Dustin had almost forgotten about the duck.

It felt like a lifetime ago that a giant yellow mascot had collapsed on top of him, causing everyone to run around like the world was ending while he shoved a giant webbed foot off his face. That had been his scheduled death, apparently. Smothered by a cartoon bird in sunglasses.

The universe had a shit sense of humor.

“Yeah,” he said. “That was something.”

“Are you alright?”

The question hit different today. Usually when she asked, it felt like a formality.

A checkbox on the list of things mothers were supposed to say.

But right now, sitting in this beige motel room with the footage of his impossible survival still burning behind his eyes, he almost wanted to tell her the truth.

I fell eight hundred feet without a parachute and walked away. I don't know how. I don't know why. There's a guy following me around who says he's a reaper and I'm starting to think he might not be lying.

“I'm fine,” he said instead.

“Good.” Cathy's voice was calm.
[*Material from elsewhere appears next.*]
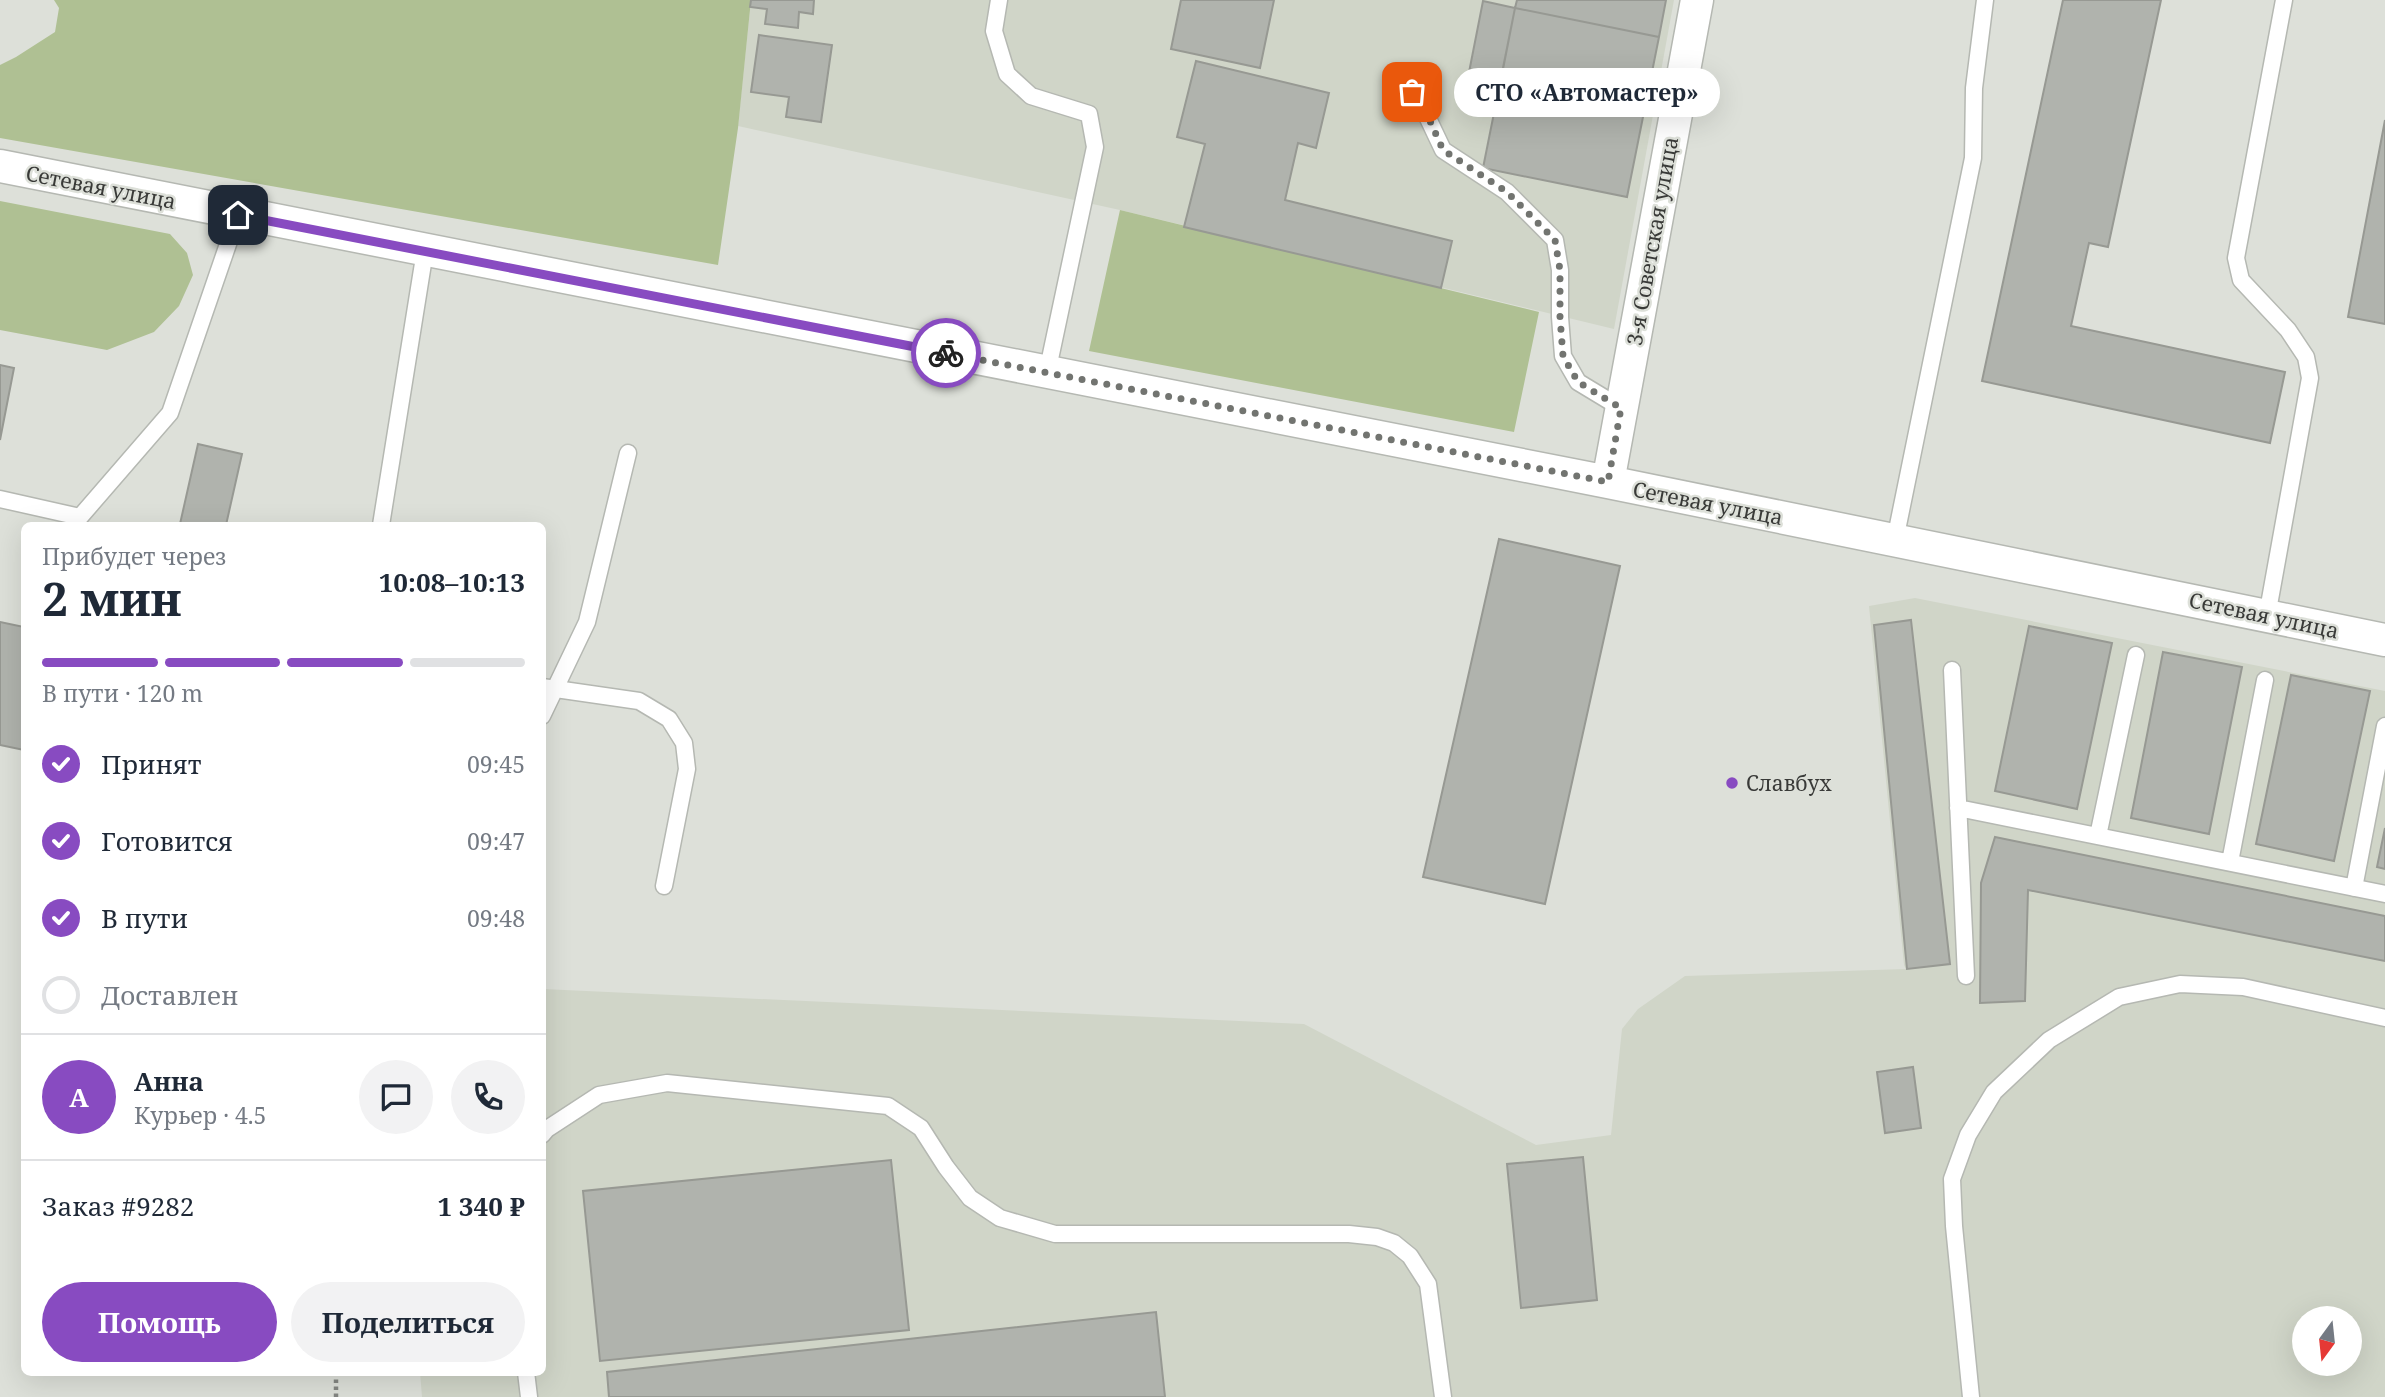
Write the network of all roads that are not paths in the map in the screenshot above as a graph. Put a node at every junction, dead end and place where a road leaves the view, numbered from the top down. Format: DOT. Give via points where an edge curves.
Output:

Too calm.

She was always so fucking calm these days.

Sometimes Dustin wondered if she'd feel anything at all if he died tomorrow.

The conversation fizzled after that. They exchanged a few more sentences about nothing—the weather in Nevada, some folks he'd gone to high school with, an aunt Dustin hadn't seen in years—and then Cathy said she should let him go.

“Yeah,” Dustin said. “Okay.”

“Take care of yourself.”

“You too.”

He hung up.

The motel room was quiet. His phone still held footage that proved the impossible.

Dustin lay back on the bed and stared at the cracks in the ceiling.

He didn't feel better.

But then, he hadn't really expected to.